CSV how can you remove all data that does not contain artist info or song name

asked 2021-04-15T22:58:22.21+00:00
mion shion 221 Reputation points

Hello all i got a list of 172,500 lines of code from a csv that contains the artist name and song name,

but among all this, there is a lot of data i don't want i just want artist name and song name,

all the rest of the stuff i want gone but have no idea how to do this trying to use notepadd++ and used regex to try and do this but to no avail,

the file is here,
5Ub1mTxg

the issue i am having is i have no idea how to get just the name and artist there that is only a snippet as file is got a lot of data in any help would be much appriated
elfenliedtopfan5

C#
C#
An object-oriented and type-safe programming language that has its roots in the C family of languages and includes support for component-oriented programming.
6,927 questions
No comments
{count} votes

3 answers

Sort by: Most helpful
  1. answered 2021-04-16T00:13:24.427+00:00
    Ken Tucker 5,796 Reputation points

    You could use the open source Nuget package CSVHelper to get the data from the file.

      class Program
       {
           static void Main(string[] args)
           {
                var config = new CsvConfiguration(CultureInfo.InvariantCulture)
                {
                      HasHeaderRecord = false,
                };
                List<SongData> records = null;
                using (var reader = new StreamReader("Csv File.csv"))
                {
                       using (var csv = new CsvReader(reader, config))
                       {
                              records = csv.GetRecords<SongData>().ToList();
                        }
                 }
                 foreach(var song in records)
                 {
                        Console.WriteLine($"{song.Artist} - {song.SongName}");
                 }
             }
       }
    
    
    public class SongData
    {
    
            [Index(1)]
            public string Artist { get; set; }
    
            [Index(12)]
            public string SongName { get; set; }
    
    }
    

    Then you could write the data to a new file. There are examples on writing a new file in the CSVHelper link above.

    No comments

  2. answered 2021-04-16T00:34:38.883+00:00
    Duane Arnold 3,211 Reputation points

    @mion shion

    You could use Linq to read the CVS file.

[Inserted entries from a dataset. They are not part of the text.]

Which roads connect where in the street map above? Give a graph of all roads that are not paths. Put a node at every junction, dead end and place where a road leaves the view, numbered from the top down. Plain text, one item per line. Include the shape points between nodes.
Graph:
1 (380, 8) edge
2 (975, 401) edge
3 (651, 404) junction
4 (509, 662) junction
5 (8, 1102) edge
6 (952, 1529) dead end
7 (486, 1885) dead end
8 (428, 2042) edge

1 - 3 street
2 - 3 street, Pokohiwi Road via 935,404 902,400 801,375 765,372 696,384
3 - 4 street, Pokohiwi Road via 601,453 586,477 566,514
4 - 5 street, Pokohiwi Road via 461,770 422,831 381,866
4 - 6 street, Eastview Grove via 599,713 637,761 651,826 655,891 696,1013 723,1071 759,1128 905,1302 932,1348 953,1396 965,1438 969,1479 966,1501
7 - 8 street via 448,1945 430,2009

    http://shortfastcode.blogspot.com/2011/12/using-linq-to-read-csv-file.html

    You can change the code to project an anonymous type list using Linq.

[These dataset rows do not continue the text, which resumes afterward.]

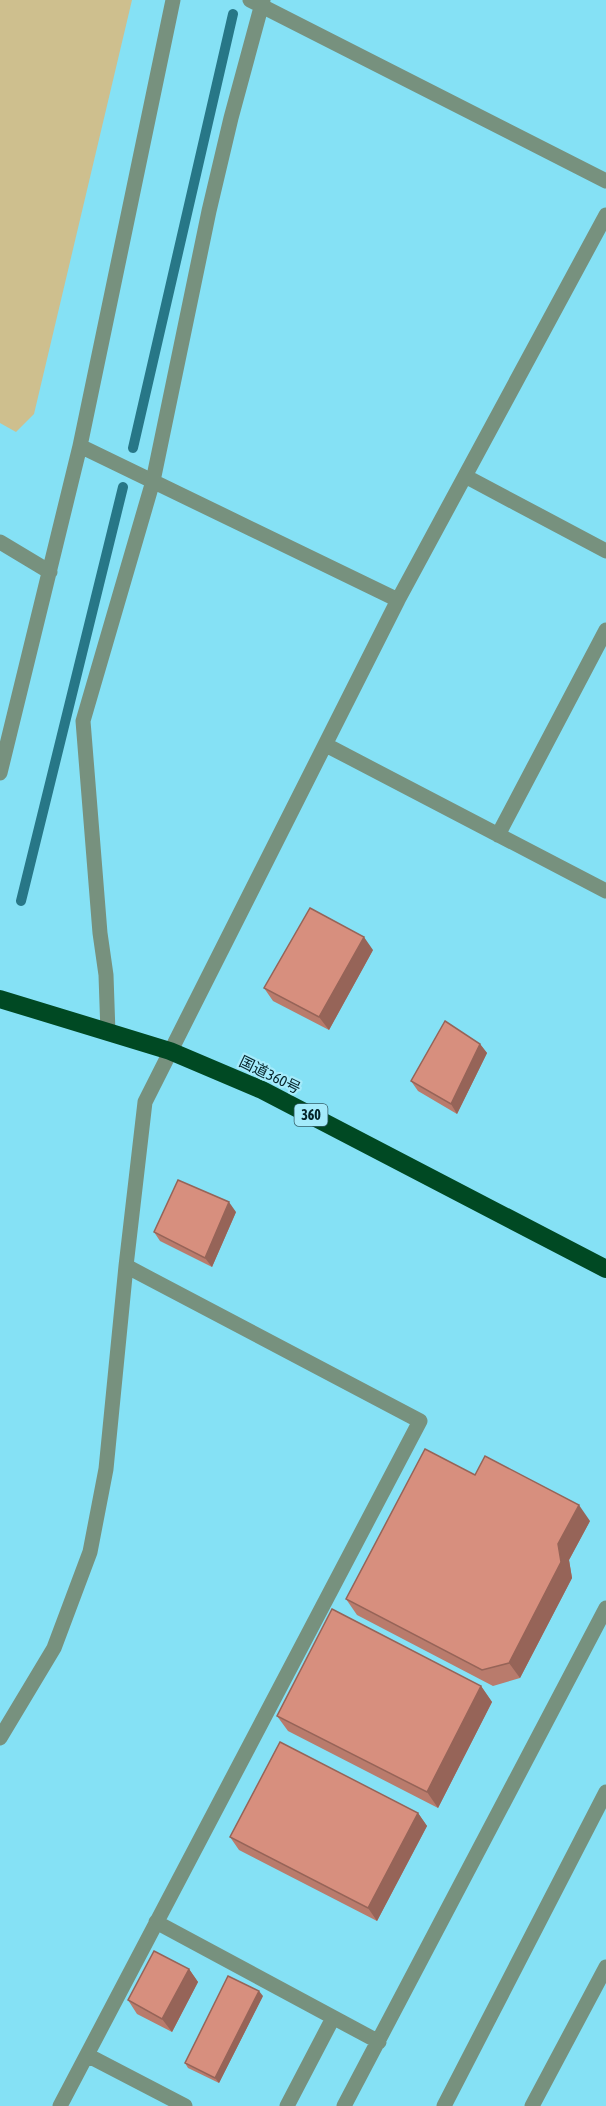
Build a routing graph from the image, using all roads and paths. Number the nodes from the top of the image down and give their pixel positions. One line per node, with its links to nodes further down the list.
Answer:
1 (173, 0): 5 (street)
2 (258, 2): 3 (street); 7 (street)
3 (606, 181)
4 (605, 221): 6 (street)
5 (80, 446): 7 (street); 10 (street)
6 (465, 476): 9 (street); 11 (street)
7 (153, 481): 11 (street); 18 (street)
8 (0, 542): 10 (street)
9 (606, 550)
10 (50, 572): 14 (street)
11 (398, 600): 13 (street)
12 (606, 630): 15 (street)
13 (326, 745): 15 (street); 19 (street)
14 (0, 773)
15 (498, 835): 16 (street)
16 (606, 891)
17 (0, 999): 18 (highway, 国道360号 / 360)
18 (108, 1033): 19 (highway, 国道360号 / 360)
19 (170, 1051): 20 (street); 21 (highway, 国道360号 / 360)
20 (126, 1266): 23 (street); 25 (street)
21 (606, 1269)
22 (606, 1608): 28 (street)
23 (0, 1738)
24 (606, 1792): 34 (street)
25 (156, 1922): 27 (street); 29 (street)
26 (606, 1967): 35 (street)
27 (333, 2018): 28 (street); 32 (street)
28 (379, 2042): 33 (street)
29 (87, 2055): 30 (street); 31 (street)
30 (60, 2106)
31 (185, 2106)
32 (287, 2106)
33 (344, 2106)
34 (444, 2106)
35 (532, 2106)

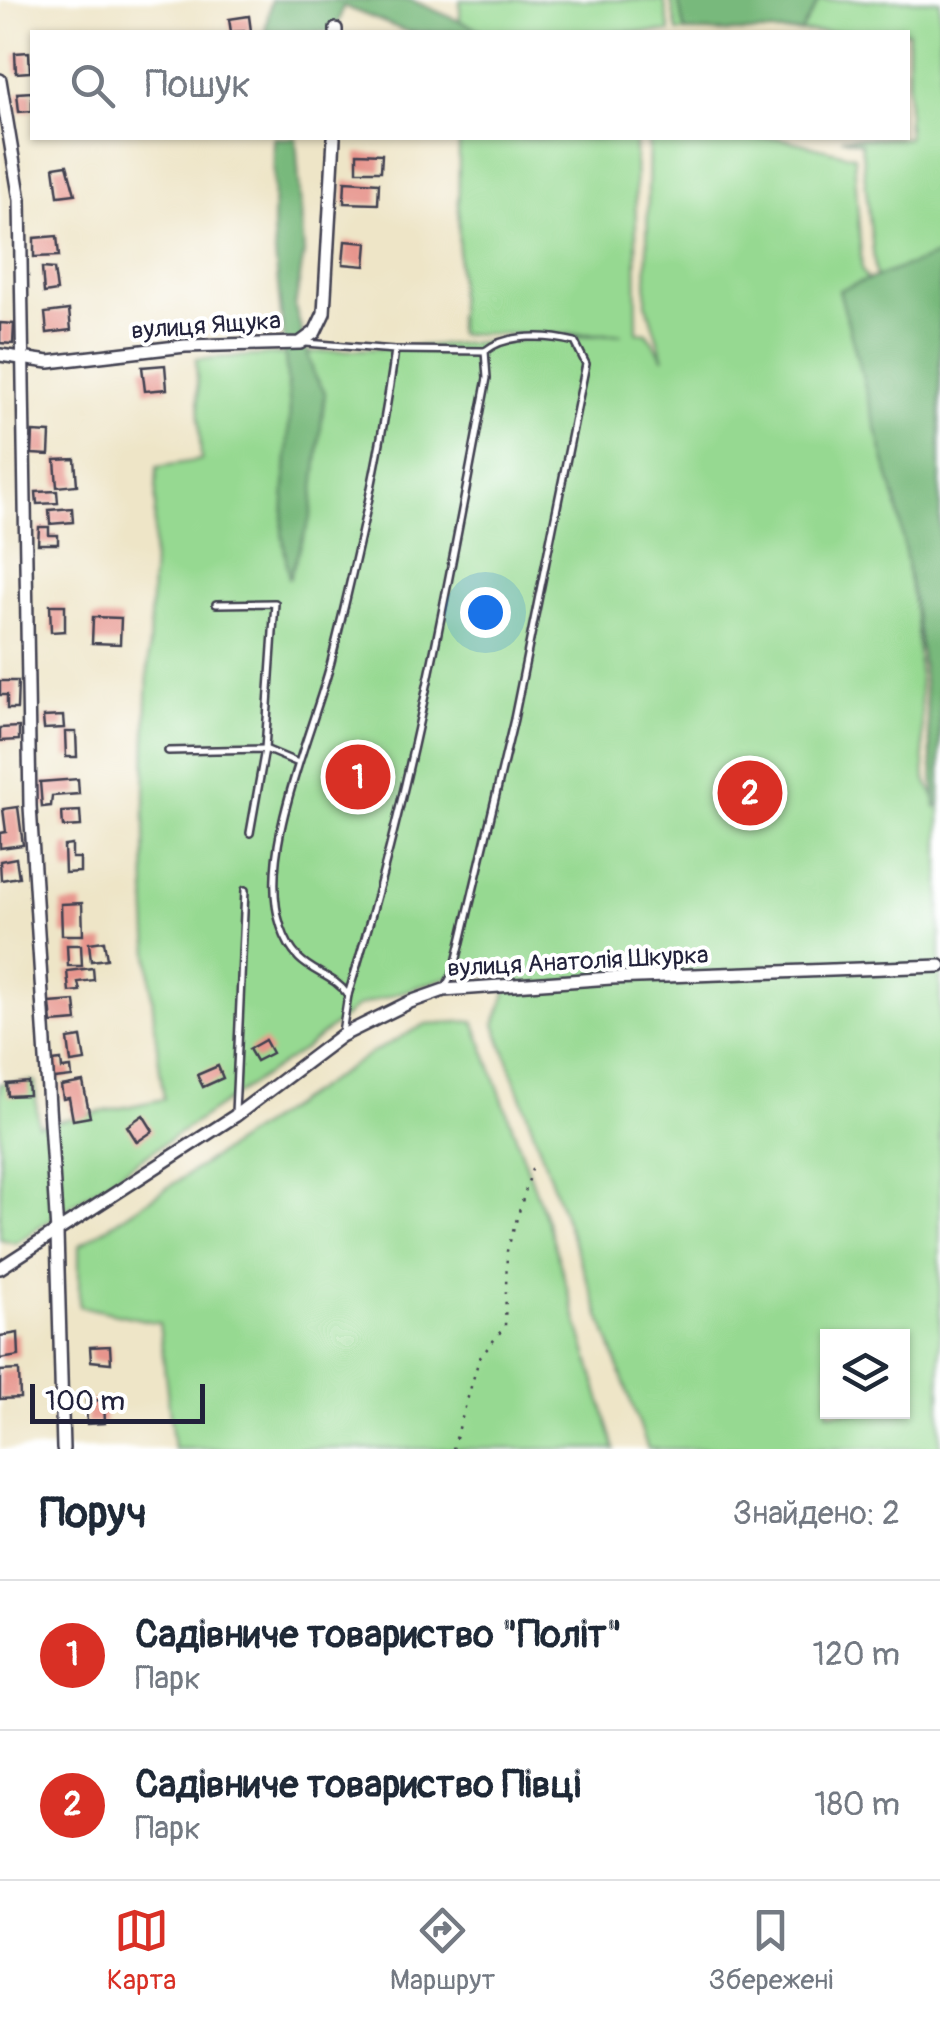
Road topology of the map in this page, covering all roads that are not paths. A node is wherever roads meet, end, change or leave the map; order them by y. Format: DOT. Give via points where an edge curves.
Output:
graph roads {
  1 [pos="0,80"];
  2 [pos="334,140"];
  3 [pos="300,343"];
  4 [pos="394,350"];
  5 [pos="485,351"];
  6 [pos="0,354"];
  7 [pos="20,360"];
  8 [pos="216,604"];
  9 [pos="264,749"];
  10 [pos="168,751"];
  11 [pos="296,762"];
  12 [pos="250,834"];
  13 [pos="245,890"];
  14 [pos="940,966"];
  15 [pos="444,990"];
  16 [pos="348,994"];
  17 [pos="341,1036"];
  18 [pos="235,1116"];
  19 [pos="57,1233"];
  20 [pos="0,1268"];
  21 [pos="62,1449"];
  1 -- 7 [label="street" via="20,200"];
  2 -- 3 [label="street, вулиця Ящука" via="324,312"];
  3 -- 4 [label="lane"];
  3 -- 7 [label="street, вулиця Ящука"];
  4 -- 5 [label="lane"];
  4 -- 11 [label="lane" via="330,665"];
  5 -- 15 [label="lane" via="508,340 564,339 575,342 586,364 514,718"];
  5 -- 16 [label="lane" via="472,469 384,868"];
  6 -- 7 [label="street, вулиця Ящука"];
  7 -- 19 [label="street" via="30,806"];
  8 -- 9 [label="lane" via="275,602"];
  9 -- 10 [label="lane"];
  9 -- 11 [label="lane"];
  9 -- 12 [label="lane"];
  11 -- 16 [label="lane" via="275,904 296,956"];
  13 -- 18 [label="lane"];
  14 -- 15 [label="street, вулиця Анатолія Шкурка"];
  15 -- 17 [label="street, вулиця Анатолія Шкурка"];
  16 -- 17 [label="lane"];
  17 -- 18 [label="street, вулиця Анатолія Шкурка"];
  18 -- 19 [label="street, вулиця Анатолія Шкурка"];
  19 -- 20 [label="street, вулиця Анатолія Шкурка"];
  19 -- 21 [label="street"];
}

    https://learn.microsoft.com/en-us/dotnet/csharp/programming-guide/classes-and-structs/anonymous-types

    Projecting Anonymous Types is section in below article

    http://csharp-station.com/Tutorial/Linq/Lesson02

    Then you can go into a foreach loop on the anonymous type list of objects and pick out what elements from each item/object's properties in the list you want to write to a new CVS file or whatever else you need to do.

    No comments

  3. answered 2021-04-16T00:36:59.69+00:00
    Karen Payne MVP 29,226 Reputation points Microsoft MVP

    If you have SQL-Server Express edition you can perform a bulk insert, use a SQL SELECT WHERE to get at the data you want them empty the table.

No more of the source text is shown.